Sunday, November 13, 2005

the ugly, the bad, and the just plain good...

Holy cow, and greetings all!!

It seems like yesterday that I was prattling away on here in my last entry, and yet somehow more than a week has slipped by. Guess I really am busy over here. Allow me to fill you in:

Let's see...I think I left you the night before our departure for the IV conference in Dekalb. We spent last weekend up there and it was really good. Hard...but good. It was a racial conference for white people. ...yeah, that's what I thought too...what in the world is this about?? But it turned out to be one of the most challenging weekends I've been through for a long time. We always recognize that different ethnicities have connotations projected by the color of their skin, but we very rarely stop to wonder what the connotations attached to ours are. Wow...it's sad guys....it's devestating...it makes me want to puke...puke and then go throw my heart and soul into changing things, one person at a time. We had an awesome 3 days of teaching, prayer, worship, and confession....and came home with a challenge to "stay in pain." There's an interesting thought for you...how are we to keep doing God's work if we are not kept in pain, and reminded thereby that there is a problem? Perhaps this is the whole reason for the suffering that we are promised on our straight and narrow journey.

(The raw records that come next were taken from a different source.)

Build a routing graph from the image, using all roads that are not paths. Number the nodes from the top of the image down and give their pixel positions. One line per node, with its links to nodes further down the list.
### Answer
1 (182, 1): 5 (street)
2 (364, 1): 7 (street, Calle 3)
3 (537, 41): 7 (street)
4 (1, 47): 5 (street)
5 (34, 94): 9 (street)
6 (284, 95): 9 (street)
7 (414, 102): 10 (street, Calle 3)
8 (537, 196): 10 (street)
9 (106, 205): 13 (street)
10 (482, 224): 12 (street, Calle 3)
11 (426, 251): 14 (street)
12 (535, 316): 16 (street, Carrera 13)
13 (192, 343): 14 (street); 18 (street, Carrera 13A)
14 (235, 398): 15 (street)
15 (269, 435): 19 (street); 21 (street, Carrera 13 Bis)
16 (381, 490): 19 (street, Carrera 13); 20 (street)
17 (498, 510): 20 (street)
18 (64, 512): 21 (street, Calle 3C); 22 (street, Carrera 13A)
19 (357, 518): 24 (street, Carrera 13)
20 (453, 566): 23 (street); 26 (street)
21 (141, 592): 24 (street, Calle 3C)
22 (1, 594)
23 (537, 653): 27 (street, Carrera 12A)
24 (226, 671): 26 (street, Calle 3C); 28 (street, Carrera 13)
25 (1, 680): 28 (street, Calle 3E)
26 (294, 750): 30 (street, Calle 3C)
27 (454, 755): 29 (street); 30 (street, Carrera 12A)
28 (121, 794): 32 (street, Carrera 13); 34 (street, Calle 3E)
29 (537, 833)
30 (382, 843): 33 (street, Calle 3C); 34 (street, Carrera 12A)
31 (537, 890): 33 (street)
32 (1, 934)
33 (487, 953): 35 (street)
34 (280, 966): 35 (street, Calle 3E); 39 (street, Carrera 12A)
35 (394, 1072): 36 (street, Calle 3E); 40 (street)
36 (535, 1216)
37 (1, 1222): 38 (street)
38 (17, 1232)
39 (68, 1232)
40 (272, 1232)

In contrast to the heavy deep and real subjects we covered in the conference, God sent me a huge blessing...I got to visit with Matt H for a good while and we played some frisbee in the rain (frisbee withdrawl finally curbed...for now...) and an endless game of pool with some other kids from the group. It was so nice to see him again and be encouraged and laugh with an old pal. Thanks bud!! God also granted me a great time with the 3 other millikin girls who attended. These girls are awesome and will keep me focused, lifted up in prayer, and laughing too. :)

Sunday afternoon, after a stuff your face mexican feed (guac and salsa made right at the table...yeah budddy) we headed home and drove onto campus 10 minutes before our first vespers rehersal. That was quite possibly the weirdest experience I've had in a while...but so cool too. It's official...my dad is the best there is...

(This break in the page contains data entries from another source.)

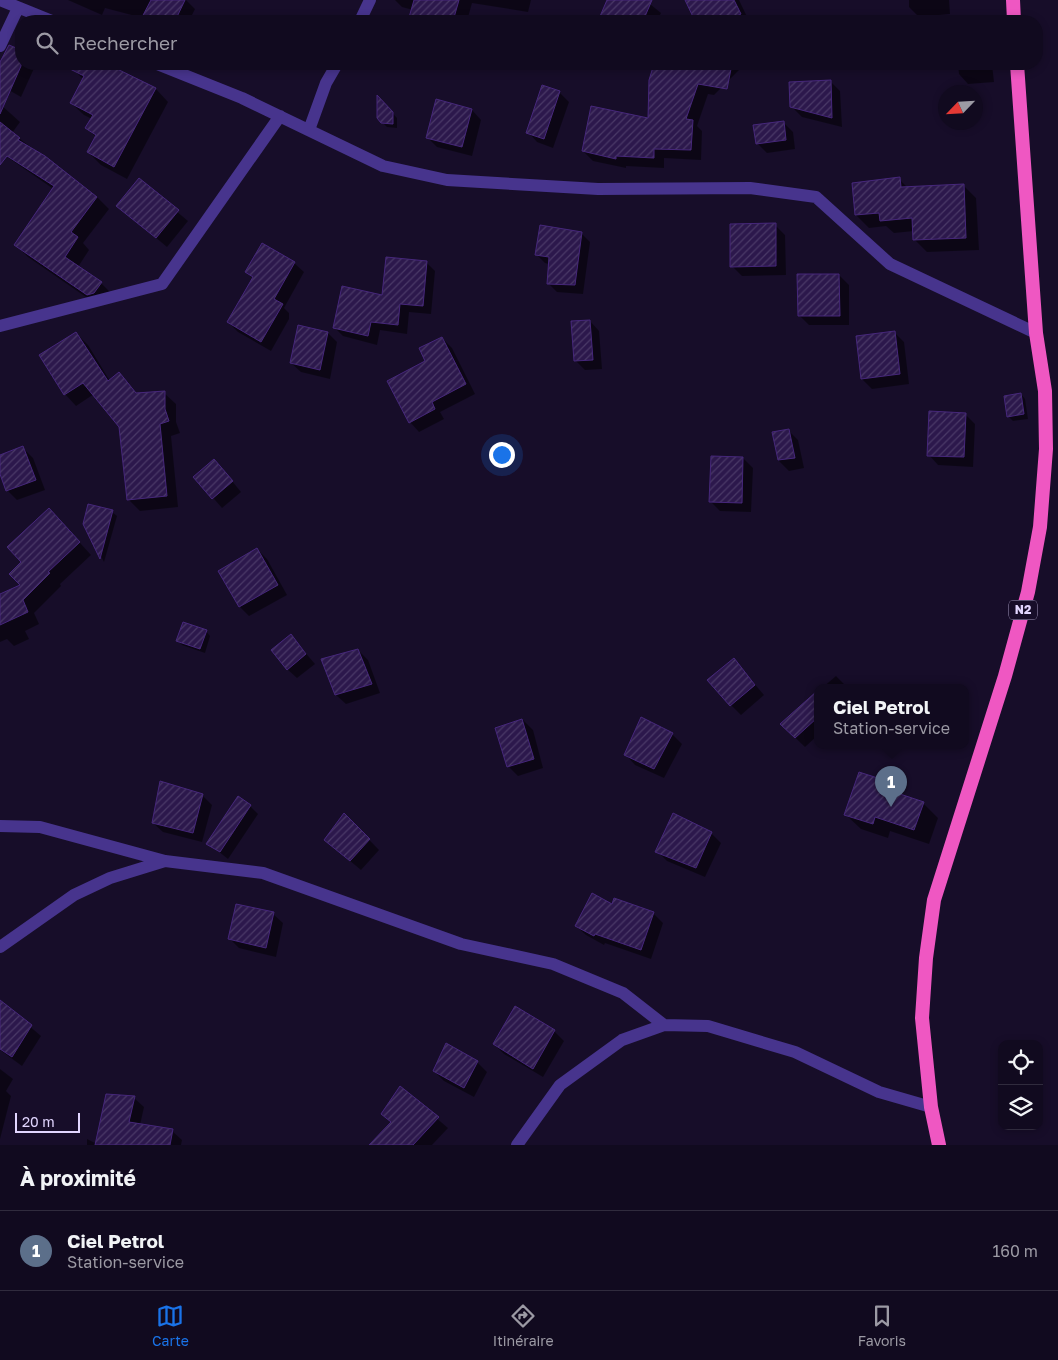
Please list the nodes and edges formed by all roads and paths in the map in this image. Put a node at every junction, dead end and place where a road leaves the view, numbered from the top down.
1 (0, 0) edge
2 (370, 0) edge
3 (1013, 0) edge
4 (18, 8) junction
5 (36, 15) edge
6 (363, 15) edge
7 (1014, 15) edge
8 (0, 46) edge
9 (171, 70) edge
10 (334, 70) edge
11 (1017, 70) edge
12 (280, 116) junction
13 (308, 130) junction
14 (0, 326) edge
15 (1036, 333) junction
16 (0, 826) edge
17 (165, 862) junction
18 (0, 948) edge
19 (664, 1024) junction
20 (931, 1107) junction
21 (517, 1145) edge
22 (939, 1145) edge

1 - 4 street
2 - 6 street
3 - 7 highway
4 - 5 street
4 - 8 street
9 - 12 street
10 - 13 street
11 - 15 highway, N2
12 - 13 street
12 - 14 street
13 - 15 street
15 - 20 highway, N2
16 - 17 street
17 - 18 street
17 - 19 street
19 - 20 street
19 - 21 street
20 - 22 highway, N2

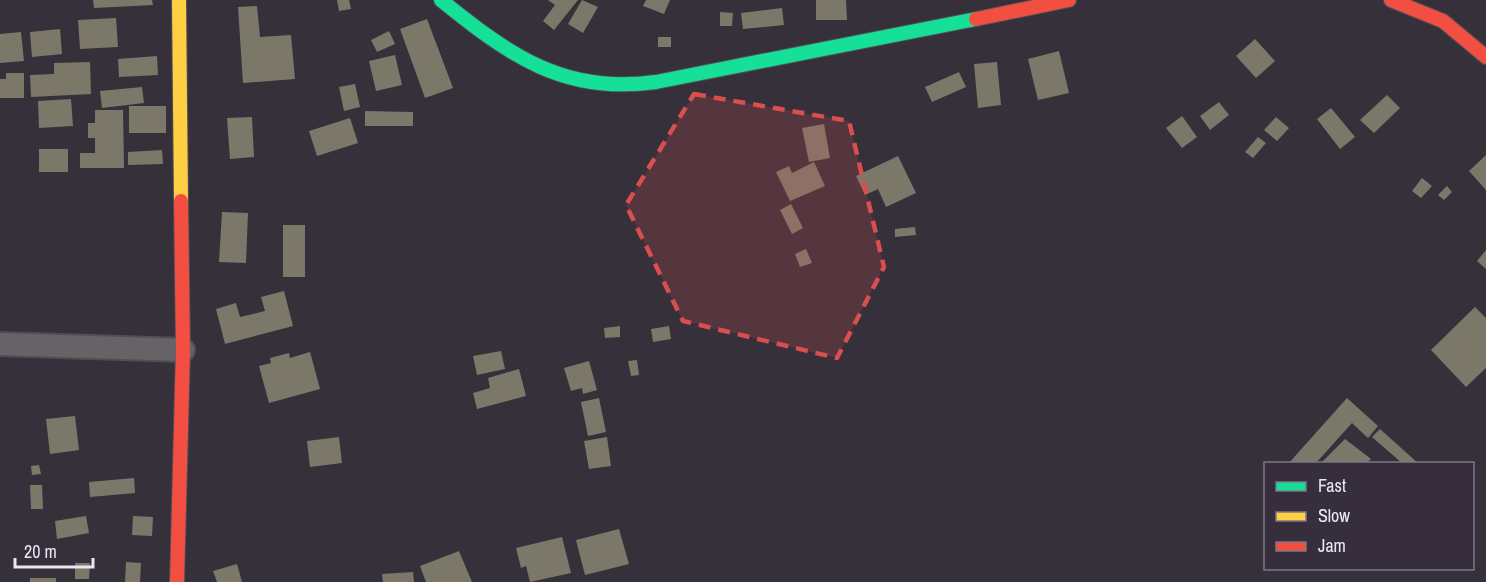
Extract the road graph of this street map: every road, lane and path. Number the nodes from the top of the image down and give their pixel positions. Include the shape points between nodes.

This week is really a blur that I'm having trouble sorting out at this point. Classes are good for the most part, but each day comes with it's new set of challenges. A discussion that I have to "stand up" in the midst of, an embarassing moment (or 5), a ruined chemistry lab (...oh, it's burnt alright...), a bad grade on a huge paper, a forboding feeling of loneliness that I can't shake. And yet in the midst of things, as classes heat up and the semester presses on I am finding more and more aquaintances that just may become good friends in the future. PATIENCE! ...not too good at that one.

This weekend I attended "The Baker's Wife," our theater department's latest production. I also babysat for 6 hours saturday afternoon and worked at the hospital saturday night. Today was church, lunch, shopping, church choir practice, and then vespers rehersal. aka...I have no voice now... :) We are singing some amazing pieces...and I'm just praying that the incredible message carried in each will somehow penetrate the faces sitting all around me. That's one cool thing about choir music...it's allowed to be blatantly sacred. This is one area where christians have done well in keeping up with the world and producing truth in a form that's both amazing and acccepted by the general public. Anyway, long ways to come...but the dream of finally being in this production during the first week in December just about has me giddy....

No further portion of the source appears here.